Every line in the entries that holds "screen" should be identified and copied.

[Saved entries]
"""
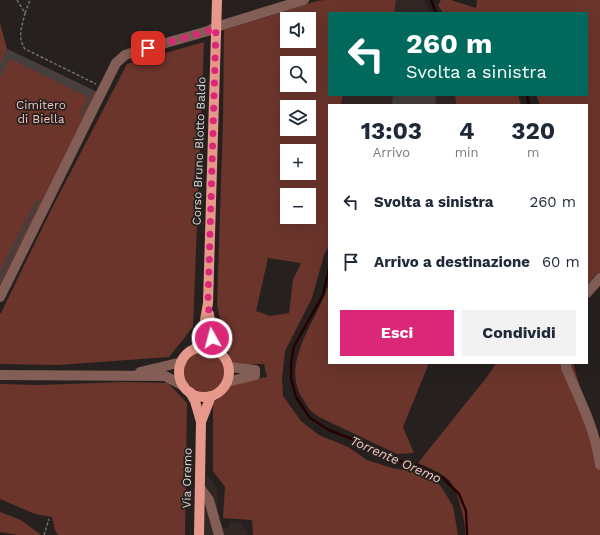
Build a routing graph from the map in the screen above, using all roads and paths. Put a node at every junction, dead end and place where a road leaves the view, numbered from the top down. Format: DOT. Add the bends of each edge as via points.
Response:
graph roads {
  1 [pos="17,0"];
  2 [pos="30,0"];
  3 [pos="217,0"];
  4 [pos="304,0"];
  5 [pos="276,4"];
  6 [pos="25,13"];
  7 [pos="216,28"];
  8 [pos="104,88"];
  9 [pos="600,278"];
  10 [pos="588,292"];
  11 [pos="0,297"];
  12 [pos="208,303"];
  13 [pos="195,348"];
  14 [pos="216,350"];
  15 [pos="182,362"];
  16 [pos="566,364"];
  17 [pos="229,367"];
  18 [pos="0,374"];
  19 [pos="126,375"];
  20 [pos="227,382"];
  21 [pos="187,389"];
  22 [pos="211,396"];
  23 [pos="200,422"];
  24 [pos="600,465"];
  25 [pos="200,488"];
  26 [pos="49,519"];
  27 [pos="44,535"];
  28 [pos="199,535"];
  29 [pos="219,535"];
  1 -- 6 [label="path"];
  2 -- 6 [label="path"];
  3 -- 7 [label="main road, Corso Bruno Blotto Baldo"];
  4 -- 5 [label="street"];
  5 -- 7 [label="street"];
  6 -- 8 [label="path" via="20,32 20,42 25,49"];
  7 -- 8 [label="street" via="125,55 116,63"];
  7 -- 12 [label="main road, Corso Bruno Blotto Baldo"];
  8 -- 11 [label="street"];
  9 -- 10 [label="street"];
  12 -- 13 [label="main road, Corso Bruno Blotto Baldo" via="202,337"];
  12 -- 14 [label="main road, Corso Bruno Blotto Baldo"];
  13 -- 14 [label="main road"];
  13 -- 15 [label="main road"];
  14 -- 17 [label="main road" via="222,354"];
  15 -- 19 [label="street"];
  15 -- 21 [label="main road" via="180,374"];
  16 -- 24 [label="street" via="588,416"];
  17 -- 20 [label="main road"];
  17 -- 20 [label="street" via="255,370 255,374"];
  18 -- 19 [label="street"];
  19 -- 21 [label="street" via="165,376"];
  20 -- 22 [label="main road"];
  21 -- 22 [label="main road" via="196,395"];
  21 -- 23 [label="main road, Via Oremo" via="195,401"];
  22 -- 23 [label="main road, Via Oremo"];
  23 -- 25 [label="main road, Via Oremo"];
  25 -- 28 [label="main road, Via Oremo"];
  25 -- 29 [label="street" via="208,500"];
  26 -- 27 [label="path"];
}
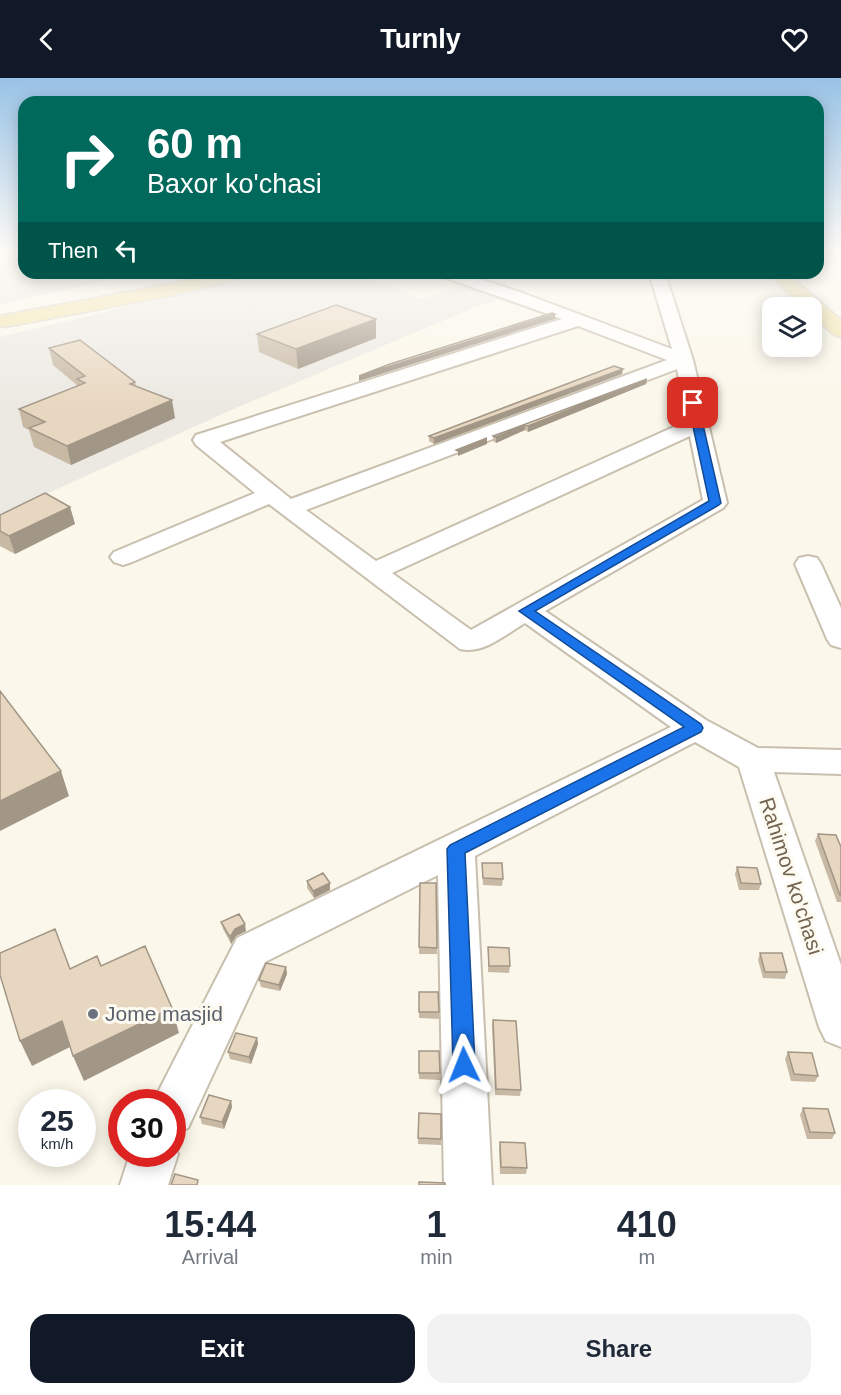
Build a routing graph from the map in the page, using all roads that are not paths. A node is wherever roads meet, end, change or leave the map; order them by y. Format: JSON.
{"nodes":[{"id":1,"x":48,"y":302,"type":"edge"},
{"id":2,"x":49,"y":302,"type":"edge"},
{"id":3,"x":73,"y":302,"type":"edge"},
{"id":4,"x":96,"y":302,"type":"edge"},
{"id":5,"x":526,"y":302,"type":"edge"},
{"id":6,"x":666,"y":302,"type":"edge"},
{"id":7,"x":809,"y":302,"type":"edge"},
{"id":8,"x":43,"y":303,"type":"junction"},
{"id":9,"x":1,"y":317,"type":"edge"},
{"id":10,"x":578,"y":320,"type":"junction"},
{"id":11,"x":822,"y":325,"type":"edge"},
{"id":12,"x":841,"y":331,"type":"edge"},
{"id":13,"x":841,"y":343,"type":"edge"},
{"id":14,"x":684,"y":360,"type":"junction"},
{"id":15,"x":698,"y":424,"type":"junction"},
{"id":16,"x":279,"y":502,"type":"junction"},
{"id":17,"x":123,"y":556,"type":"dead end"},
{"id":18,"x":808,"y":564,"type":"dead end"},
{"id":19,"x":372,"y":572,"type":"junction"},
{"id":20,"x":526,"y":611,"type":"junction"},
{"id":21,"x":841,"y":639,"type":"edge"},
{"id":22,"x":695,"y":728,"type":"junction"},
{"id":23,"x":753,"y":760,"type":"junction"},
{"id":24,"x":841,"y":762,"type":"edge"},
{"id":25,"x":456,"y":849,"type":"junction"},
{"id":26,"x":841,"y":1027,"type":"edge"},
{"id":27,"x":183,"y":1089,"type":"edge"},
{"id":28,"x":150,"y":1167,"type":"edge"},
{"id":29,"x":144,"y":1185,"type":"edge"},
{"id":30,"x":468,"y":1185,"type":"edge"}],
"edges":[{"from":1,"to":8,"type":"main road"},
{"from":2,"to":8,"type":"main road"},
{"from":3,"to":9,"type":"main road"},
{"from":4,"to":9,"type":"main road"},
{"from":5,"to":10,"type":"street"},
{"from":6,"to":14,"type":"street"},
{"from":7,"to":12,"type":"main road"},
{"from":8,"to":9,"type":"main road"},
{"from":10,"to":14,"type":"street"},
{"from":10,"to":16,"type":"street"},
{"from":11,"to":13,"type":"main road"},
{"from":14,"to":15,"type":"street"},
{"from":14,"to":16,"type":"street"},
{"from":15,"to":19,"type":"street"},
{"from":15,"to":20,"type":"street"},
{"from":16,"to":17,"type":"street"},
{"from":16,"to":19,"type":"street"},
{"from":18,"to":21,"type":"street"},
{"from":19,"to":20,"type":"street"},
{"from":20,"to":22,"type":"street"},
{"from":22,"to":23,"type":"street"},
{"from":22,"to":25,"type":"street"},
{"from":23,"to":24,"type":"street"},
{"from":23,"to":26,"type":"street","name":"Rahimov ko'chasi"},
{"from":25,"to":27,"type":"street"},
{"from":25,"to":30,"type":"street"},
{"from":28,"to":29,"type":"street"}]}
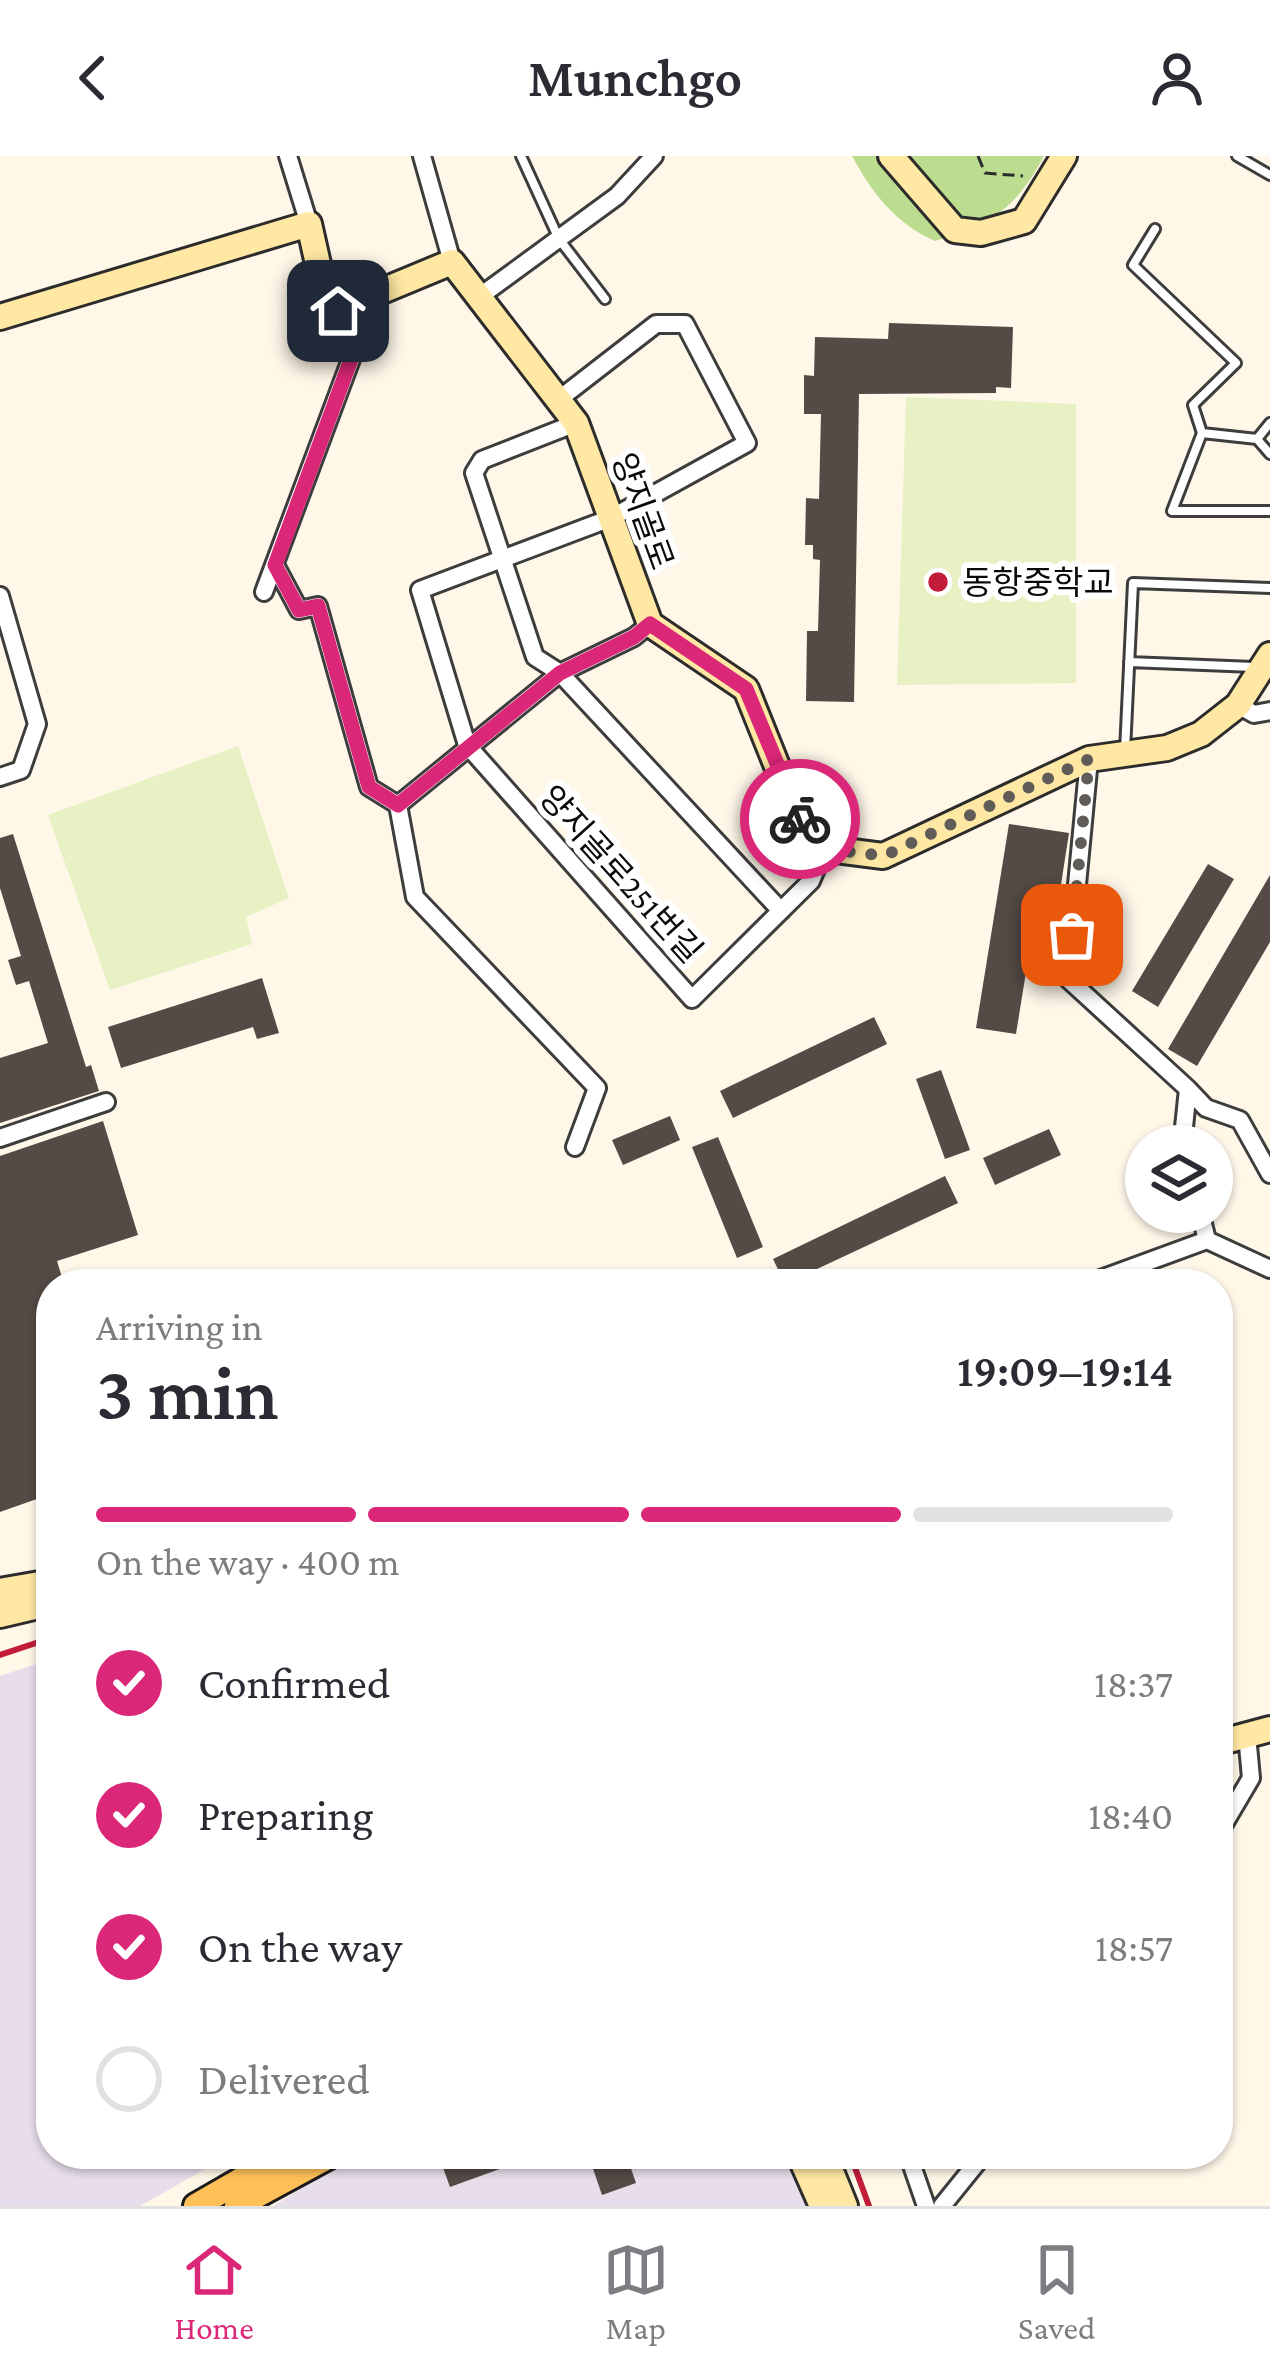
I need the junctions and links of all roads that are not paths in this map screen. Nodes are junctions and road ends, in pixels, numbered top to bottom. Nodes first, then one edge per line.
1 (288, 156) edge
2 (422, 156) edge
3 (521, 156) edge
4 (653, 156) edge
5 (891, 156) edge
6 (1064, 156) edge
7 (1237, 156) edge
8 (1270, 175) edge
9 (309, 224) junction
10 (1155, 230) dead end
11 (559, 238) junction
12 (452, 262) junction
13 (479, 297) junction
14 (605, 299) dead end
15 (338, 311) junction
16 (0, 317) edge
17 (558, 400) junction
18 (576, 423) junction
19 (1270, 424) edge
20 (1202, 433) junction
21 (1257, 439) junction
22 (1270, 454) edge
23 (1270, 511) edge
24 (611, 518) junction
25 (502, 556) junction
26 (275, 565) junction
27 (1270, 588) edge
28 (264, 592) dead end
29 (0, 596) edge
30 (650, 624) junction
31 (1266, 661) edge
32 (1130, 662) junction
33 (560, 673) junction
34 (1238, 705) junction
35 (1270, 711) edge
36 (467, 745) junction
37 (1125, 755) junction
38 (1089, 759) junction
39 (0, 777) edge
40 (398, 805) junction
41 (825, 848) junction
42 (781, 911) junction
43 (1188, 1089) junction
44 (106, 1102) dead end
45 (1184, 1125) edge
46 (0, 1138) edge
47 (575, 1147) dead end
48 (1270, 1174) edge
49 (1206, 1233) edge
50 (1208, 1240) junction
51 (1128, 1269) edge
52 (1270, 1269) edge
53 (0, 1571) edge
54 (36, 1582) edge
55 (36, 1585) edge
56 (0, 1591) edge
57 (36, 1607) edge
58 (0, 1615) edge
59 (1259, 1732) edge
60 (1233, 1809) edge
61 (260, 2169) edge
62 (305, 2169) edge
63 (806, 2169) edge
64 (830, 2169) edge
65 (913, 2169) edge
66 (972, 2169) edge
67 (196, 2206) edge
68 (237, 2206) edge
69 (822, 2206) edge
70 (845, 2206) edge
71 (926, 2206) edge
72 (942, 2206) edge

1 - 9 street
2 - 12 street, 양지골로
3 - 11 lane
4 - 11 street
5 - 6 street
7 - 8 lane
9 - 15 street
9 - 16 street
10 - 20 lane
11 - 13 street
11 - 14 lane
12 - 13 street, 양지골로
12 - 15 street
13 - 17 street, 양지골로
15 - 26 street
17 - 18 street, 양지골로
17 - 24 street
18 - 24 street, 양지골로
18 - 25 street
19 - 21 lane
20 - 21 lane
20 - 23 lane
21 - 22 lane
24 - 25 street
24 - 30 street, 양지골로
25 - 33 street
25 - 36 street, 양지골로251번길
26 - 28 street
26 - 40 street
27 - 32 lane
29 - 39 street
30 - 33 street
30 - 41 street, 양지골로
31 - 32 lane
31 - 34 street
32 - 37 lane
33 - 36 street
33 - 42 street
34 - 35 street
34 - 37 street
36 - 40 street
36 - 42 street, 양지골로251번길
37 - 38 street
38 - 41 street
38 - 43 street
40 - 47 street
41 - 42 street, 양지골로251번길
43 - 45 street
43 - 48 street
44 - 46 street
49 - 50 street
50 - 51 street
50 - 52 street
53 - 54 street
55 - 56 street
57 - 58 street
59 - 60 street
61 - 67 main road
62 - 68 main road
63 - 69 street
64 - 70 street
65 - 71 street
66 - 72 street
"""
### Solution for this task:
Build a routing graph from the map in the screen above, using all roads and paths. Put a node at every junction, dead end and place where a road leaves the view, numbered from the top down. Format: DOT. Add the bends of each edge as via points.
I need the junctions and links of all roads that are not paths in this map screen. Nodes are junctions and road ends, in pixels, numbered top to bottom. Nodes first, then one edge per line.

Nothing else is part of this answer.